* _Required action_
Could you show all lines in the entries below that contain the string "main"?

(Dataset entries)
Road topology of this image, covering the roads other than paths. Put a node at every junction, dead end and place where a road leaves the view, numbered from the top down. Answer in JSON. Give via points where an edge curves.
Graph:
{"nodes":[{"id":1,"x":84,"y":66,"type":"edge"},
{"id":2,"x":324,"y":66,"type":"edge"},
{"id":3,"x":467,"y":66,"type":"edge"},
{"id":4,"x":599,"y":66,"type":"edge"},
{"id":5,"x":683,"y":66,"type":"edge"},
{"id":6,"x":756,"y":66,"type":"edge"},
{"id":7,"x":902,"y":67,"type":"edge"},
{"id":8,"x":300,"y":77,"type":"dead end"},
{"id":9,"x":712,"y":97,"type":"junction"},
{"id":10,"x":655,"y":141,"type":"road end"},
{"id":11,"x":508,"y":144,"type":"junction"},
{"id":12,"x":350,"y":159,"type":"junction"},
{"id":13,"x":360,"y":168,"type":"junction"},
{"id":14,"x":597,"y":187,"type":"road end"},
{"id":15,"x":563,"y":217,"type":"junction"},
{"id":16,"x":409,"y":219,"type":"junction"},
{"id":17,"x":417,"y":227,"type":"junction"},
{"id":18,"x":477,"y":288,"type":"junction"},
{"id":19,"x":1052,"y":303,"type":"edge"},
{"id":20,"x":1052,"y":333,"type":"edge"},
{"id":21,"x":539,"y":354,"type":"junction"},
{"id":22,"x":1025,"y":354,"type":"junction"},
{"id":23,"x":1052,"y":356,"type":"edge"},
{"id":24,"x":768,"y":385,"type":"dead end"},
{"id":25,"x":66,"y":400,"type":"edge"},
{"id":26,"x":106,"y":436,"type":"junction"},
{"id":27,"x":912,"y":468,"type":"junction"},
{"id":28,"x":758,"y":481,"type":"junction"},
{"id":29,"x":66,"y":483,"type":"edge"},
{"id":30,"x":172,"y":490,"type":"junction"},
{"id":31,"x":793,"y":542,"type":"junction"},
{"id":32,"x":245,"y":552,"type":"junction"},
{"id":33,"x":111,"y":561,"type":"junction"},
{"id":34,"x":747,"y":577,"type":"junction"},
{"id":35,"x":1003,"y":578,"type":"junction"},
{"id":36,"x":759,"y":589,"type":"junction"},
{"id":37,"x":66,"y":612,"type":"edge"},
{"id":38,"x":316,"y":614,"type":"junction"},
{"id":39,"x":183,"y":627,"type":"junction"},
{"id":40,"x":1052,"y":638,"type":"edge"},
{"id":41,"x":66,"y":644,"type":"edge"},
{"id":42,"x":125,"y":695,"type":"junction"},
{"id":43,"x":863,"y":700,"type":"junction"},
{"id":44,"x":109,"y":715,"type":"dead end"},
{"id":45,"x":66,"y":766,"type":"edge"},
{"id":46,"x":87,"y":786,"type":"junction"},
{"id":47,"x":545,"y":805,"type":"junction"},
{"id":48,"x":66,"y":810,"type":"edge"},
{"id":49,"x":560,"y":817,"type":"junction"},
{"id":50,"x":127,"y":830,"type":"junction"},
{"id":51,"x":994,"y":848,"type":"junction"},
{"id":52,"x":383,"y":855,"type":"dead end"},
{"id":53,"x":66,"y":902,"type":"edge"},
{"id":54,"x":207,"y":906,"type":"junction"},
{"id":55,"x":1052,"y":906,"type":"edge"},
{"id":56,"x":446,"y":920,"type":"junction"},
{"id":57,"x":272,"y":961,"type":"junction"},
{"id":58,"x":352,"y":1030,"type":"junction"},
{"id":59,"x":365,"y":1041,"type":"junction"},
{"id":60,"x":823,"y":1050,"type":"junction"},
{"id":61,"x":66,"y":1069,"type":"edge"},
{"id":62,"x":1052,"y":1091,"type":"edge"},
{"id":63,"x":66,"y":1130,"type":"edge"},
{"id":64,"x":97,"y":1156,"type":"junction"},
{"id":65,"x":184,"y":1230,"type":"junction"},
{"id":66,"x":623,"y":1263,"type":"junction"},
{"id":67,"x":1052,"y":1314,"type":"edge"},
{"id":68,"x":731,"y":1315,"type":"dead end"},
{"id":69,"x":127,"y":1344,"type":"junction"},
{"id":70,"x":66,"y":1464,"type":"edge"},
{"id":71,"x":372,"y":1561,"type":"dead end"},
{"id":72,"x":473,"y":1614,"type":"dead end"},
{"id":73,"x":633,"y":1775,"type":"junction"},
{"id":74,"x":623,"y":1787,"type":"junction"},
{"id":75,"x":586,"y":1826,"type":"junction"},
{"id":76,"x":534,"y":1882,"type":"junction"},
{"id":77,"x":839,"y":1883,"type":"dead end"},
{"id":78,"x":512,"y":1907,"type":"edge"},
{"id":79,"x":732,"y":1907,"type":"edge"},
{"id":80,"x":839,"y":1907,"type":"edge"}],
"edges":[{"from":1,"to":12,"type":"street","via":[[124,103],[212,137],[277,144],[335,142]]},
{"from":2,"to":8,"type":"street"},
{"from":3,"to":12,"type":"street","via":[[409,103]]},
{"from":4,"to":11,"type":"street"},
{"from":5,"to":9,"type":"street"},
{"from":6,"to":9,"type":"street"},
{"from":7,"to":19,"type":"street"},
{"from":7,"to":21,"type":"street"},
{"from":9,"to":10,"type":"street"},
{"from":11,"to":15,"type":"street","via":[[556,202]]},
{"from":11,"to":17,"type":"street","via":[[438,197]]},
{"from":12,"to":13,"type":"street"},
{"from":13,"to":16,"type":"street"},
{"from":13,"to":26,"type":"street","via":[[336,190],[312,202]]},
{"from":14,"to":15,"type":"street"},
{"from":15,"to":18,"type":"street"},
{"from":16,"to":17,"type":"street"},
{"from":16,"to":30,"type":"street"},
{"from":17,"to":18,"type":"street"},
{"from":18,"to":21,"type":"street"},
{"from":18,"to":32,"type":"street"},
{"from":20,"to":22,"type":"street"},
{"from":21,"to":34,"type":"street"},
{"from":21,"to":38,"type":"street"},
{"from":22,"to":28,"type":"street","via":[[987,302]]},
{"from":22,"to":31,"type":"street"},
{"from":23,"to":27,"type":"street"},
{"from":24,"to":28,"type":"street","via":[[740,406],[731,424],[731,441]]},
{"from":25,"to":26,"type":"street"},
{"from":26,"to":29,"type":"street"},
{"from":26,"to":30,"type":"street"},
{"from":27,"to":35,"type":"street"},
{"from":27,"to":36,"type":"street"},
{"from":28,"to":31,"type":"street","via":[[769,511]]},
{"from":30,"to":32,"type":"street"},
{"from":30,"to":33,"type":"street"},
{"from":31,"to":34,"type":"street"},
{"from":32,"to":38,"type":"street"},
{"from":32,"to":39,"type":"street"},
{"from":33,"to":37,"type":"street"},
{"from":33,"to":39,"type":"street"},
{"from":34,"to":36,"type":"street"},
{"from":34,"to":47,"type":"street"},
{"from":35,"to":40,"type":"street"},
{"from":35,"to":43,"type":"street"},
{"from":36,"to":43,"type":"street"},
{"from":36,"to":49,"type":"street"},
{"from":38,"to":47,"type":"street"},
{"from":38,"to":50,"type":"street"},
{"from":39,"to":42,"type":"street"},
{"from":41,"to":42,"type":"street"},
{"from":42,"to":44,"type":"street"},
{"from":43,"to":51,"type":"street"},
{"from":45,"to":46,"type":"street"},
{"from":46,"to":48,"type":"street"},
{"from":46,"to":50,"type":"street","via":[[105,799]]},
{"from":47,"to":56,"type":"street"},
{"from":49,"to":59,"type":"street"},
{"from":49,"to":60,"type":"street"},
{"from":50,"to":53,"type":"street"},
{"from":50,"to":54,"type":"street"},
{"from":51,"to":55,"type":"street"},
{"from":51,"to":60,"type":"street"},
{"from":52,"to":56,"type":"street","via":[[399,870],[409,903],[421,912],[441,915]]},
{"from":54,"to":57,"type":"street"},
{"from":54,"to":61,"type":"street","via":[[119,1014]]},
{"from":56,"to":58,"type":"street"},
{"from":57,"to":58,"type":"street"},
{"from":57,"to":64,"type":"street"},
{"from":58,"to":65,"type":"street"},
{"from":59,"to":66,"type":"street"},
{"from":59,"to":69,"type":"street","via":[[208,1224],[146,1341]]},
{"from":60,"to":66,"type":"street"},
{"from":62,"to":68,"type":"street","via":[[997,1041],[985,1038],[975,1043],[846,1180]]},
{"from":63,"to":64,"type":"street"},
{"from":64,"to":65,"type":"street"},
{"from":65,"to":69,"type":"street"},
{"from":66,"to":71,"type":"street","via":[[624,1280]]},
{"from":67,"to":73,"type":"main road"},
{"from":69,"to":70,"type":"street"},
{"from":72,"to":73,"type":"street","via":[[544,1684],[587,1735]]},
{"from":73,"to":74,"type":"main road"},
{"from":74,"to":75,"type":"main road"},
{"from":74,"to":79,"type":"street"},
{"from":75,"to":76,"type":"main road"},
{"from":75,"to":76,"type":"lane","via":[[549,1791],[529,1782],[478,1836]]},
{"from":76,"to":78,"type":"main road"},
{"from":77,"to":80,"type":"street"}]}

* _Result of this exercise_
{"from":67,"to":73,"type":"main road"},
{"from":73,"to":74,"type":"main road"},
{"from":74,"to":75,"type":"main road"},
{"from":75,"to":76,"type":"main road"},
{"from":76,"to":78,"type":"main road"},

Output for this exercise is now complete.